- _Work item_
The reply has to be a number alone, equal to how many lines in the entries below hold the string "junction".

-------- Extracted material

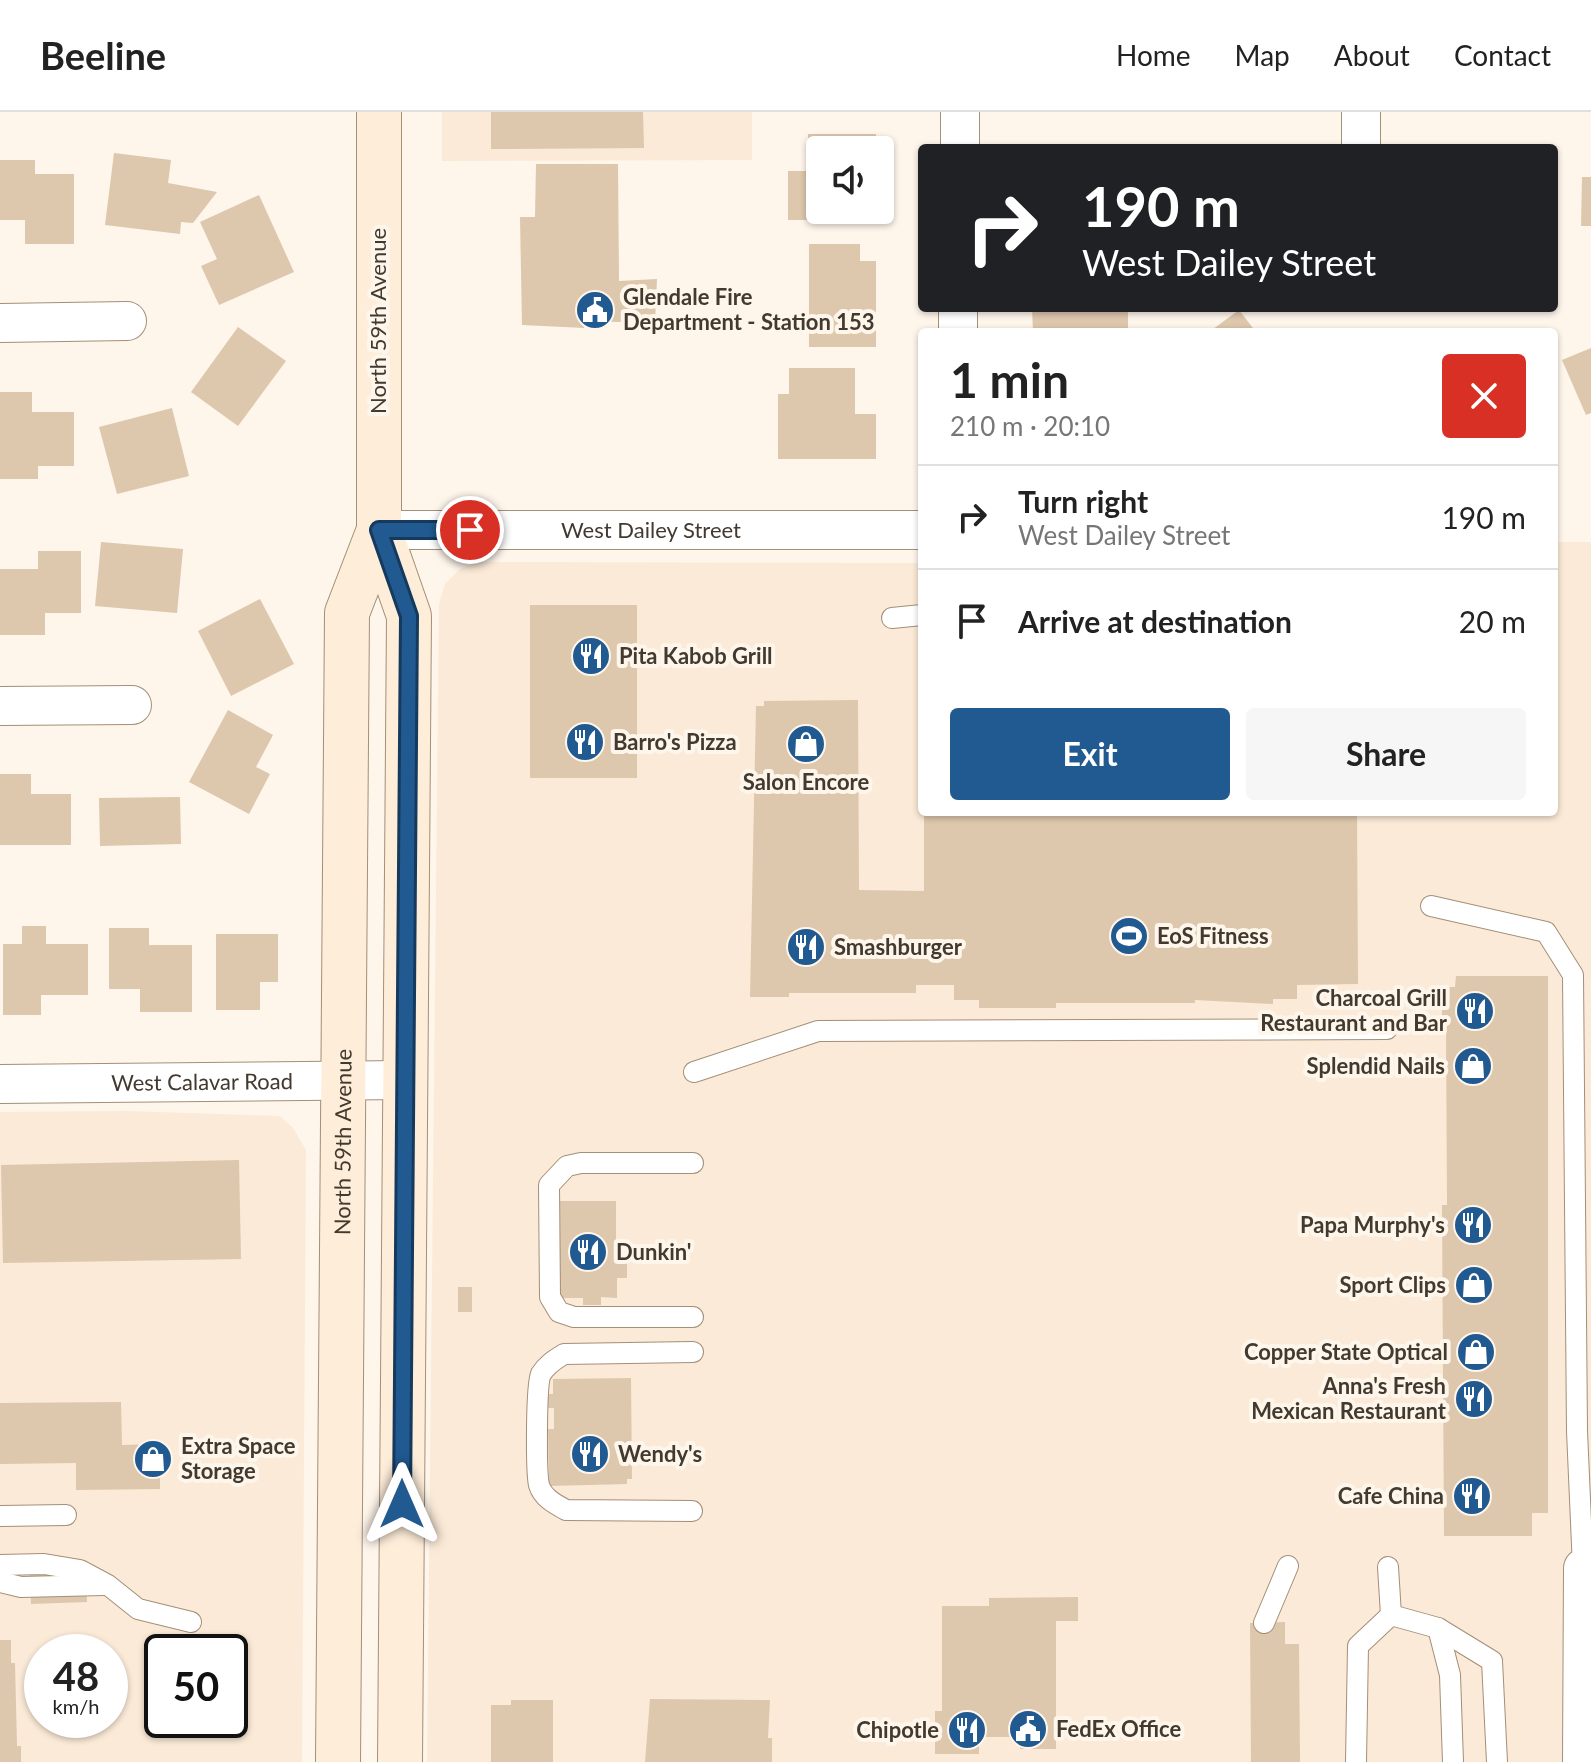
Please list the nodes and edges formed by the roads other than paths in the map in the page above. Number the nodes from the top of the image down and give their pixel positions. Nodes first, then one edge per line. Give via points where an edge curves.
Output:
1 (379, 112) edge
2 (960, 112) edge
3 (1361, 112) edge
4 (960, 144) edge
5 (1361, 144) edge
6 (127, 321) dead end
7 (0, 323) edge
8 (379, 530) junction
9 (918, 530) edge
10 (918, 615) edge
11 (892, 618) dead end
12 (132, 705) dead end
13 (0, 706) edge
14 (1431, 906) dead end
15 (1387, 1029) dead end
16 (694, 1072) dead end
17 (403, 1080) junction
18 (344, 1081) junction
19 (0, 1084) edge
20 (693, 1163) dead end
21 (693, 1317) dead end
22 (693, 1352) dead end
23 (341, 1405) junction
24 (692, 1511) dead end
25 (66, 1515) dead end
26 (0, 1516) edge
27 (402, 1561) junction
28 (0, 1565) edge
29 (1288, 1566) dead end
30 (1388, 1567) dead end
31 (1583, 1568) joint
32 (0, 1582) edge
33 (108, 1585) junction
34 (1391, 1615) junction
35 (191, 1622) dead end
36 (1264, 1623) dead end
37 (1438, 1628) junction
38 (338, 1762) edge
39 (400, 1762) edge
40 (1356, 1762) edge
41 (1453, 1762) edge
42 (1497, 1762) edge
43 (1582, 1762) edge

1 - 8 main road, North 59th Avenue
2 - 4 street
3 - 5 street
6 - 7 street
8 - 9 street, West Dailey Street
8 - 17 main road, North 59th Avenue via 409,616
8 - 18 main road, North 59th Avenue via 347,613
10 - 11 lane
12 - 13 street
14 - 31 lane via 1546,932 1573,975
15 - 16 lane via 818,1031
17 - 18 street, West Calavar Road
17 - 27 main road, North 59th Avenue
18 - 19 street, West Calavar Road
18 - 23 main road, North 59th Avenue
20 - 21 lane via 581,1163 567,1166 549,1185 550,1297 559,1312 574,1317
22 - 24 lane via 564,1354 540,1376 537,1405 539,1486 550,1501 566,1510
23 - 27 main road via 364,1457 370,1544 378,1553
23 - 38 main road, North 59th Avenue
25 - 26 lane
27 - 39 main road, North 59th Avenue
28 - 33 lane via 80,1570
29 - 36 lane
30 - 34 lane
31 - 43 street
32 - 33 lane via 21,1587
33 - 35 lane via 138,1609
34 - 37 lane
34 - 40 lane via 1358,1646
37 - 41 lane via 1450,1675
37 - 42 lane via 1492,1661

----------------

- _Answer to the problem_
8